IMF cuts China growth forecast for 2021 and 2022

Oct 13, 2021

Beijing

CHINA'S economy will grow slower than initially expected this year owing to a "stronger-than-anticipated" pull-back in public spending, the International Monetary Fund (IMF) forecast on Tuesday (Oct 12) while warning that a weakening property market could bring a further blow.

The 8.0 per cent prediction in the IMF's latest World Economic Outlook report is down 0.1 percentage points from its July estimate as analysts warn China is facing a painful fallout from real estate weakness and shocks from surging coal prices and shortages. The figure is still China's strongest growth rate since 2011.

The world's second-largest economy was the only major one to expand last year after the coronavirus pandemic forced global lockdowns.

The IMF also lowered its outlook for next year to 5.6 per cent.
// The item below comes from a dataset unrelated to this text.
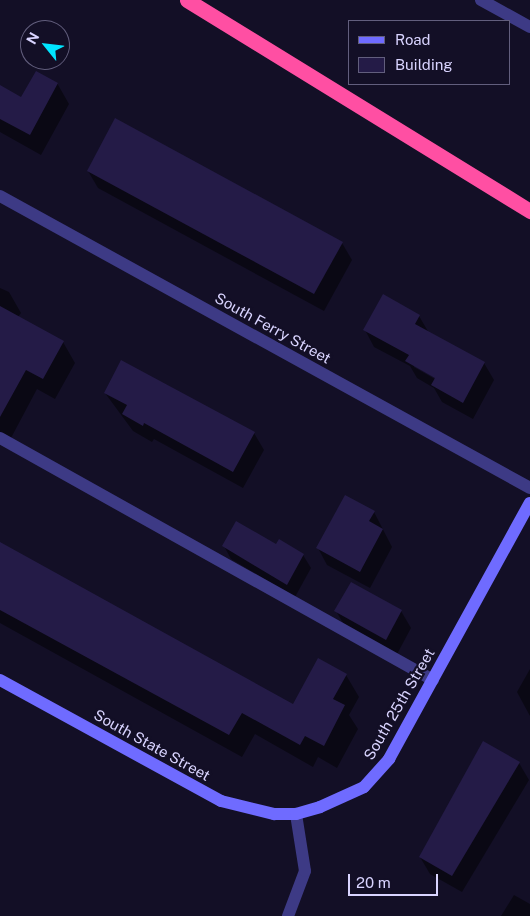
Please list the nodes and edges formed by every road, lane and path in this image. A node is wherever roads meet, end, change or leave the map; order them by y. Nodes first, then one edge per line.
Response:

Concerns over China have intensified in recent weeks as government curbs on the property market piled pressure on over-leveraged developers - notably Evergrande.

Measures by local governments to meet short-term climate targets also led to a power crunch.

On Tuesday, the IMF said: "China's prospects for 2021 are marked down slightly due to stronger-than-anticipated scaling back of public investment." The downward adjustment is the IMF's second since April, when it pegged full-year growth at 8.4 per cent. It also warned of risks that could threaten the resilience of the recovery: "Large-scale disorderly corporate debt defaults or restructuring, for instance in China's property sector, could reverberate widely."

The travails of Evergrande, which is struggling with more than US$300 billion in liabilities, have thrown a spotlight on China's property developers - after Beijing introduced metrics to cap debt ratios last year.

While analysts generally believe the firm's problems will not trigger a "Lehman moment", many warn they will worsen a slowdown in the property sector, which accounts for a massive part of the Chinese economy.

The IMF added that an escalation of trade and technology tensions between the US and China could "weigh on investment and productivity growth, raising additional roadblocks in the recovery path".